Nachdem das Proteasom lange Zeit ein Randdasein in der Medizin führte, gibt es Proteasom-Inhibitoren mittlerweile seit ca. 12 Jahren, erläuterte Prof. Dr. Igor-Wolfgang Blau, Berlin. „2015 sind wir von neu zugelassenen Medikamenten ein bisschen überrollt worden. Auf einen Schlag standen 6 neue Medikamente zur Behandlung des MM zur Verfügung. Ich denke, so etwas gab es in der Onkologie noch nie“, so Blau.

Die zulassungsrelevante doppelblinde, randomisierte Phase-III-Studie TOURMALINE-MM1 untersuchte die Sicherheit und Effektivität einer Therapie mit der Kombination aus Ixazomib, Lenalidomid und Dexamethason (IRd, n=360) im Vergleich zu Placebo/Lenalidomid/Dexamethason (Placebo-Rd, n=362) bei rezidivierten und/oder refraktären MM-Patienten mit verschiedenen Vortherapien (1). Das mediane Alter der Studienteilnehmer betrug 66 Jahre. Die Studie schloss Patienten mit moderater Nierenfunktionsstörung und/oder zytogenetische Hochrisiko-Patienten mit ein. Der primäre Endpunkt, das mediane PFS, lag bei 20,6 Monaten in der IRd-Gruppe und bei 14,7 Monaten in der Placebo-Rd-Gruppe (HR=0,74; 95%-KI: 0,59-0,94; p=0,012) (Abb. 1).
 
Abb. 1: PFS in der Intention-to-treat-Population (mod. nach (1)).
Abb. 1: PFS in der Intention-to-treat-Population (mod. nach (1)).

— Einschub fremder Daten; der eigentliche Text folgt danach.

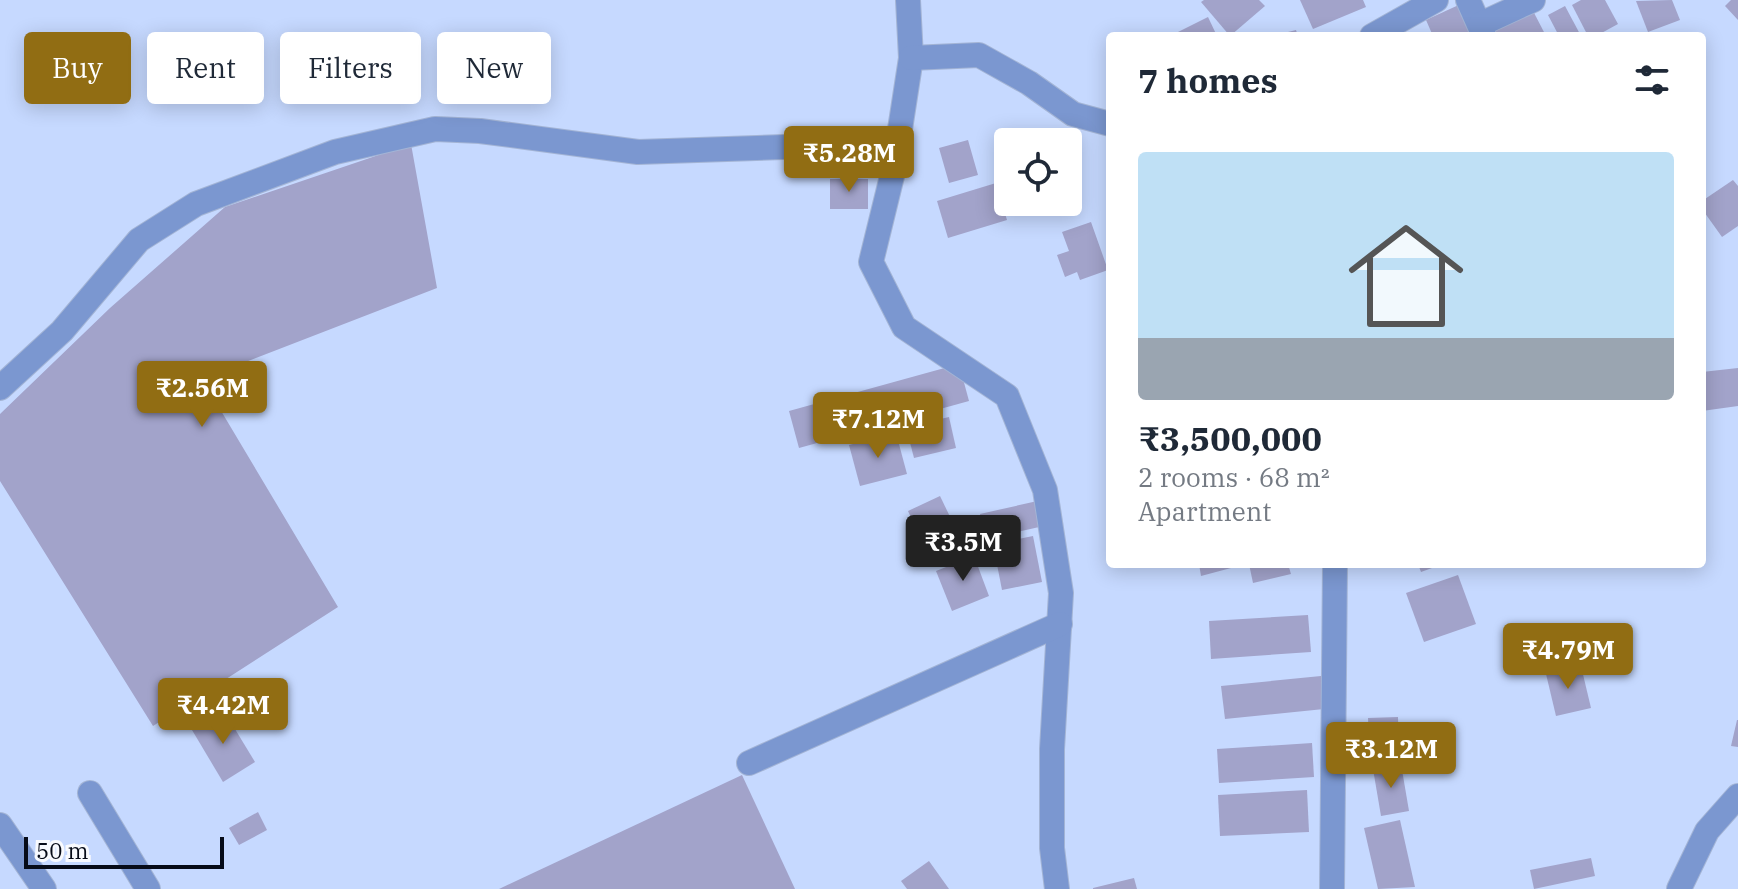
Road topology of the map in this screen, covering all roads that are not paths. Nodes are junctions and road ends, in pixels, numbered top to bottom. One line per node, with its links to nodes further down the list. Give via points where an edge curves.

Die Gesamtansprechrate (ORR), die unter IRd 78% betrug, war im Vergleich zur ORR unter Placebo-Rd (72%) signifikant erhöht (p=0,04). Die Zeit bis zu einer Progression (TTP) betrug unter IRd 21,4 Monate und unter Placebo 15,7 Monate. Patienten mit prognostisch ungünstigen Faktoren profitierten ebenfalls von der IRd-Therapie. Unerwünschte Ereignisse nach einem Follow-up von 23 Monaten vom Schweregrad 3/4 traten kaum auf, so Blau. „Die Besonderheit von Ixazomib ist, dass es zu keinen schweren Nebenwirkungen auf die Organe führt. Das zeigt, dass wir es mit einer milden Therapie zu tun haben“, erläuterte Blau. „Mit der IRd-Kombination steht MM-Patienten nun erstmals eine Triplet-Therapie zur Verfügung, die den Patienten mehr Freiraum im Alltag bietet“, fasste Blau zusammen.

ma

Quelle: Pressekonferenz: „Einfach wirksam. Ninlaro® (Ixazomib). Neue orale Therapieoption zur Behandlung des Multiplen Myeloms.“, 15.12.2016, Berlin; Veranstalter: Takeda

Literatur:

(1) Moreau P et al. N Engl J Med 2016;374:1621-34.